# Input data:
* * * *

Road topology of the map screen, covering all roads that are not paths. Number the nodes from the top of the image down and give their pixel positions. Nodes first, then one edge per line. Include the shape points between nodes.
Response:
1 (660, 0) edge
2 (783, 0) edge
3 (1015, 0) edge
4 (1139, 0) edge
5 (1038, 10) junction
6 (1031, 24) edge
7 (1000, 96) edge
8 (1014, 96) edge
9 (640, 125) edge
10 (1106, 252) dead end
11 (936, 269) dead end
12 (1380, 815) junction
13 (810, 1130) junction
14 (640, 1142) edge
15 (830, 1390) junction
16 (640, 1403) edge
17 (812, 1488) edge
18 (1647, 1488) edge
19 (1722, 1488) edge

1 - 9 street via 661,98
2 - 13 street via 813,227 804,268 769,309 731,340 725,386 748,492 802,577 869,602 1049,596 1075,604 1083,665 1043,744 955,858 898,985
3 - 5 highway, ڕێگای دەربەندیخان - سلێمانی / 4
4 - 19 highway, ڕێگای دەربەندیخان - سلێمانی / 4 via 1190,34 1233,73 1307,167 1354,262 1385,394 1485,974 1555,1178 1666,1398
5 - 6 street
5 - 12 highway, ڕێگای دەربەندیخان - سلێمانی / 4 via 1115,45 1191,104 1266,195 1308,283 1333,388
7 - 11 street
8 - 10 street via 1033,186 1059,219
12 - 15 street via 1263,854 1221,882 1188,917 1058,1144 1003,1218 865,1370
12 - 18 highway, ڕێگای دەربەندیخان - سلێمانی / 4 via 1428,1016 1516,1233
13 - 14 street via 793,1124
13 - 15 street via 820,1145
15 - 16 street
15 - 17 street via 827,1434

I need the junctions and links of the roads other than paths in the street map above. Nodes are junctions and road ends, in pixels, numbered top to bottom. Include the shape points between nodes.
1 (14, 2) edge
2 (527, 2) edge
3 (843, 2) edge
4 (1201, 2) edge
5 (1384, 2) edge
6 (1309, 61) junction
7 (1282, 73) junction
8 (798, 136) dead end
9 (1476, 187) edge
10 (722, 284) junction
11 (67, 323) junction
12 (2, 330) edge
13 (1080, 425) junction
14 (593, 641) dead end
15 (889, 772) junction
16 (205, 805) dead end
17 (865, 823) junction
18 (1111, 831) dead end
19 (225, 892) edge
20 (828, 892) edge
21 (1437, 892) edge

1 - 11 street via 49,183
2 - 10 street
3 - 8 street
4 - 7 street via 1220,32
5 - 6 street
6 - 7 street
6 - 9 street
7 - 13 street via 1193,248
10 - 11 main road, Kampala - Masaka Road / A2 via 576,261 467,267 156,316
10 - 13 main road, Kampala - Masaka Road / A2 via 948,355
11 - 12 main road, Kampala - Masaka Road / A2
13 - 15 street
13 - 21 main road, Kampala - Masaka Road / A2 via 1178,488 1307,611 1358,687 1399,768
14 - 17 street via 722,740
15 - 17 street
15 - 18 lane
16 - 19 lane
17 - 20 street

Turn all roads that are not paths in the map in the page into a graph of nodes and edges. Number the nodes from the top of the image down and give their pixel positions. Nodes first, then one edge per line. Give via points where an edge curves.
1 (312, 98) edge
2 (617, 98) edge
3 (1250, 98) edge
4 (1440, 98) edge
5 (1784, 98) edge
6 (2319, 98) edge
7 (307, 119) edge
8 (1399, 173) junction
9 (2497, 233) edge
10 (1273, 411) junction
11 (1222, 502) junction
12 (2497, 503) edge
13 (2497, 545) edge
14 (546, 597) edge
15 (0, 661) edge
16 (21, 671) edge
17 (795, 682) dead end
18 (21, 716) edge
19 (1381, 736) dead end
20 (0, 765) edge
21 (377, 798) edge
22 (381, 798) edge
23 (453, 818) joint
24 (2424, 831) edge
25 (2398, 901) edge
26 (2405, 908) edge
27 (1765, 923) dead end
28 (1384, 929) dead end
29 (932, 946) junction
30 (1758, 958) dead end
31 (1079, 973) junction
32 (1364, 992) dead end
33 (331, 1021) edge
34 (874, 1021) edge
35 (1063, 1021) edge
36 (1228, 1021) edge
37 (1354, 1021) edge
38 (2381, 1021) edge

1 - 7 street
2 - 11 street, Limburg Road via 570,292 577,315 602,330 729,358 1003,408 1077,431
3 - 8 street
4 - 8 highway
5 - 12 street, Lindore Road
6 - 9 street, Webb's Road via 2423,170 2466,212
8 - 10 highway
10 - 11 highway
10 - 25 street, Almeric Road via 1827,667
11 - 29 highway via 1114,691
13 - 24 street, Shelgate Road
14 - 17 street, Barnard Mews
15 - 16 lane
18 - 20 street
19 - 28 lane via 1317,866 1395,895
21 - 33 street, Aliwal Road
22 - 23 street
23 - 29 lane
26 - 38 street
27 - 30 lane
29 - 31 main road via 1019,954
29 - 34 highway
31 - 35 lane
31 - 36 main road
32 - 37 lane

* * * *

When a line above contains the string "Masaka", copy that line.

# Problem solution:
10 - 11 main road, Kampala - Masaka Road / A2 via 576,261 467,267 156,316
10 - 13 main road, Kampala - Masaka Road / A2 via 948,355
11 - 12 main road, Kampala - Masaka Road / A2
13 - 21 main road, Kampala - Masaka Road / A2 via 1178,488 1307,611 1358,687 1399,768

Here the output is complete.